The vulnerability is a CPU exhaustion issue in Mattermost caused by inefficient processing of user-provided content, specifically posts containing a large number of space-separated tokens that are parsed as hashtags. The root cause is the use of inefficient string concatenation (+=) inside loops in several functions responsible for parsing and rendering markdown content. When a malicious user sends a post with thousands of such tokens, these functions consume excessive CPU resources, leading to a denial of service.
The primary vulnerable function is model.ParseHashtags, which is directly responsible for parsing hashtags from a post. The provided patches show that this function was modified to use the more performant strings.Builder for string construction and to add a size limit to the generated hashtag string. This directly addresses the vulnerability as described.
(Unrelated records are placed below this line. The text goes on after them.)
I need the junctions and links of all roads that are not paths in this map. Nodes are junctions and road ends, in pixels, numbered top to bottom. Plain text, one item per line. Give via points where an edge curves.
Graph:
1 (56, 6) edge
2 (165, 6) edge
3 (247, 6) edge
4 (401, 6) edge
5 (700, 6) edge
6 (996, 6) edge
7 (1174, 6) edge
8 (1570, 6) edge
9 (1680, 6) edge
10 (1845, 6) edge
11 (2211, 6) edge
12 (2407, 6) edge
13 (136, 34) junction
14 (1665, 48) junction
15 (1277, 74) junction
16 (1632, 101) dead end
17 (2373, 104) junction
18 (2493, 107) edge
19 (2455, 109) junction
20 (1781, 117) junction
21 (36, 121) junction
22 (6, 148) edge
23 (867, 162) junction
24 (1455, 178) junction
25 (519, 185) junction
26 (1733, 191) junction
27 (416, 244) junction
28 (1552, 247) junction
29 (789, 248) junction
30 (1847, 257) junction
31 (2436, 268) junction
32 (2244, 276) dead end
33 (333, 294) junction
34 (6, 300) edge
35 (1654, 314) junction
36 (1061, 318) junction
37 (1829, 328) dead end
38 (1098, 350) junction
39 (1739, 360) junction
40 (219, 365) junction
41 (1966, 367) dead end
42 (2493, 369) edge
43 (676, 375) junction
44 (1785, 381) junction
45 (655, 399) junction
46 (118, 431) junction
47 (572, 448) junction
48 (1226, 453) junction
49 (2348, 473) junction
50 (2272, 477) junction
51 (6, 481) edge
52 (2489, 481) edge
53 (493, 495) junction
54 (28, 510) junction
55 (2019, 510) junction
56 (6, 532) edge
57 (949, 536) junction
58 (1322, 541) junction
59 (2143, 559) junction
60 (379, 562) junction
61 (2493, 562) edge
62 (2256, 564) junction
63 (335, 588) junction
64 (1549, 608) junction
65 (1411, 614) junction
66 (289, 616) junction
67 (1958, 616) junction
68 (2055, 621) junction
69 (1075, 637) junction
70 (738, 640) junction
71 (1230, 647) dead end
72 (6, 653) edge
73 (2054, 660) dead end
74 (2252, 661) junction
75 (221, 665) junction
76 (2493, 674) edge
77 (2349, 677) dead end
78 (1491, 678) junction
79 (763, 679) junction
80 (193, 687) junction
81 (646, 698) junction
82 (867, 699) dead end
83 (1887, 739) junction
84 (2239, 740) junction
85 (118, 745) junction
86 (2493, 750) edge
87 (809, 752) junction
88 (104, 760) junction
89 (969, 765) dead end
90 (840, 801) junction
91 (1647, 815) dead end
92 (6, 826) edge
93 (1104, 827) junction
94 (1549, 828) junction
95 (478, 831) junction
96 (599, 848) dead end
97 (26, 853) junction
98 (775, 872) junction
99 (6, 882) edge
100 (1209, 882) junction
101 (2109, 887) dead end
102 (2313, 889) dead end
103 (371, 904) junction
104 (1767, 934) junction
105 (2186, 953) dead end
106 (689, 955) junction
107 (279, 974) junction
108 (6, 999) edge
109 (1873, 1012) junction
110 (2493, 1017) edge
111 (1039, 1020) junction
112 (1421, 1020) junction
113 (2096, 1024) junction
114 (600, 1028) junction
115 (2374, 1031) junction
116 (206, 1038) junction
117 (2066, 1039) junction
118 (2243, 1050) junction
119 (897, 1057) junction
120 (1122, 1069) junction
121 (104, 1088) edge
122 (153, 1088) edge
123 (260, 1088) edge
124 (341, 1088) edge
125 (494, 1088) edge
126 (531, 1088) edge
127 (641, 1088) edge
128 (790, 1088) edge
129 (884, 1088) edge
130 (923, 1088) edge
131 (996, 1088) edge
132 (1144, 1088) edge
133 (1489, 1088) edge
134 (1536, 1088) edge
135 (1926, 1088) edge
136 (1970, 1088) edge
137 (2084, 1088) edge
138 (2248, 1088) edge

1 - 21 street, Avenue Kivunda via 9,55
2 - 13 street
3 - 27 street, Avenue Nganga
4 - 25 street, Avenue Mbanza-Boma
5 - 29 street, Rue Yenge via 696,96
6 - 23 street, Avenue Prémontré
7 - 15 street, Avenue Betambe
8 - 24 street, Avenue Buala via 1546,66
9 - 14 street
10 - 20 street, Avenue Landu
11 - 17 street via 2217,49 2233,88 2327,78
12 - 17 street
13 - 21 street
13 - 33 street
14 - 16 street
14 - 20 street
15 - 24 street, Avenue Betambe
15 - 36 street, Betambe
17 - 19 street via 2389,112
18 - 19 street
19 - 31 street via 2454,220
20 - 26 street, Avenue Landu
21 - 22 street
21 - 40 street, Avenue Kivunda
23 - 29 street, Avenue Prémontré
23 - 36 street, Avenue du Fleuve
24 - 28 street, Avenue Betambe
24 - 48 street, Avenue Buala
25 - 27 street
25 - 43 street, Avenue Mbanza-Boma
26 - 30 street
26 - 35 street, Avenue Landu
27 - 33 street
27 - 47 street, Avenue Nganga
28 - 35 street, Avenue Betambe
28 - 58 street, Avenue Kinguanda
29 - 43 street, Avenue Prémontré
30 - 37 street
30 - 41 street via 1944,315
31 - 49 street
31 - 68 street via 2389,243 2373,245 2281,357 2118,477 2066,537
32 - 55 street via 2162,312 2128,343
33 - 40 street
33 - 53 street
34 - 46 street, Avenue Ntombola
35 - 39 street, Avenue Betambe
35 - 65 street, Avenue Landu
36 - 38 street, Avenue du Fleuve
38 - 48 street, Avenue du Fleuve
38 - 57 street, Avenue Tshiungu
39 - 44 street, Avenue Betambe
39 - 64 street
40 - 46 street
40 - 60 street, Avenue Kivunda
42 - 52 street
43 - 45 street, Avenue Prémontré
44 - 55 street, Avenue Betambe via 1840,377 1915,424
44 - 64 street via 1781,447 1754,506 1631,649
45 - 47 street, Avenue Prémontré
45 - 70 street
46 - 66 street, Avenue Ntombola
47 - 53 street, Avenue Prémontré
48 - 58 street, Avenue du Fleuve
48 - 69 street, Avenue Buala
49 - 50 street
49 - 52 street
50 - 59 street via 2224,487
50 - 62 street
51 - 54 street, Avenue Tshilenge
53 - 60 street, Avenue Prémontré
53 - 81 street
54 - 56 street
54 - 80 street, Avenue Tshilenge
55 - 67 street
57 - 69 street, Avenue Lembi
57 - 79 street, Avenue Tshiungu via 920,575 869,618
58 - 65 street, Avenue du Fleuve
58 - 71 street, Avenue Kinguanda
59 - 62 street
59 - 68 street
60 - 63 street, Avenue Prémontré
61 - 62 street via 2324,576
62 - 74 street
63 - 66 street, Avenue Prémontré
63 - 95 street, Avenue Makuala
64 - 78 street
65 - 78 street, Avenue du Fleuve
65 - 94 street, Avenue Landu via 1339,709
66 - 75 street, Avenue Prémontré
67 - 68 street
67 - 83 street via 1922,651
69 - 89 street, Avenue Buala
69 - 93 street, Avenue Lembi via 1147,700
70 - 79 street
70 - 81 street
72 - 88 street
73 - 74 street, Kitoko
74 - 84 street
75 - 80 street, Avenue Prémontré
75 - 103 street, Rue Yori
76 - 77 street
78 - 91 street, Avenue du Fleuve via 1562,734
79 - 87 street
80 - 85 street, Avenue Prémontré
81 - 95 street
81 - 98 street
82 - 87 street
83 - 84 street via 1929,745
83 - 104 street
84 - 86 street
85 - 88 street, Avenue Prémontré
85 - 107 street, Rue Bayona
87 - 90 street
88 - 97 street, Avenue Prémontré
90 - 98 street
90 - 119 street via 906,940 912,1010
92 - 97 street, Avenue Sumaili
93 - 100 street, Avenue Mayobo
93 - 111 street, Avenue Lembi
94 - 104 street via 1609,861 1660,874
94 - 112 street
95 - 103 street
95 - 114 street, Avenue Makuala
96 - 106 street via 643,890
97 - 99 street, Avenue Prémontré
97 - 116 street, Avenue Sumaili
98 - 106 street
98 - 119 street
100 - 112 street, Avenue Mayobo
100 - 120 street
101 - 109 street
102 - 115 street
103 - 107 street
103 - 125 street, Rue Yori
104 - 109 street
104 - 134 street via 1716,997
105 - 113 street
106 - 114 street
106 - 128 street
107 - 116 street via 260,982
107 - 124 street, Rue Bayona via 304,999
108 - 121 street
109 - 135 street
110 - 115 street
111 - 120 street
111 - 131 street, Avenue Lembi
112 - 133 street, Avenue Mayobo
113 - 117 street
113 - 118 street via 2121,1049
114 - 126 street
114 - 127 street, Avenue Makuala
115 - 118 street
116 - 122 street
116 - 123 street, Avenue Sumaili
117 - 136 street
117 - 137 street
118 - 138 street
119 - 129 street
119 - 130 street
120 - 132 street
In addition to ParseHashtags, the same security patch also fixes similar performance issues in other markdown processing and rendering functions, such as markdown.renderBlockHTML, markdown.RenderInlineHTML, markdown.(*FencedCode).Code, and markdown.(*IndentedCode).Code. These functions also used inefficient string concatenation and were patched to use strings.Builder. While the vulnerability description specifically calls out hashtags, these other functions would also be triggered when processing a post and would contribute to the overall CPU exhaustion. Therefore, they are included as part of the vulnerable functions set.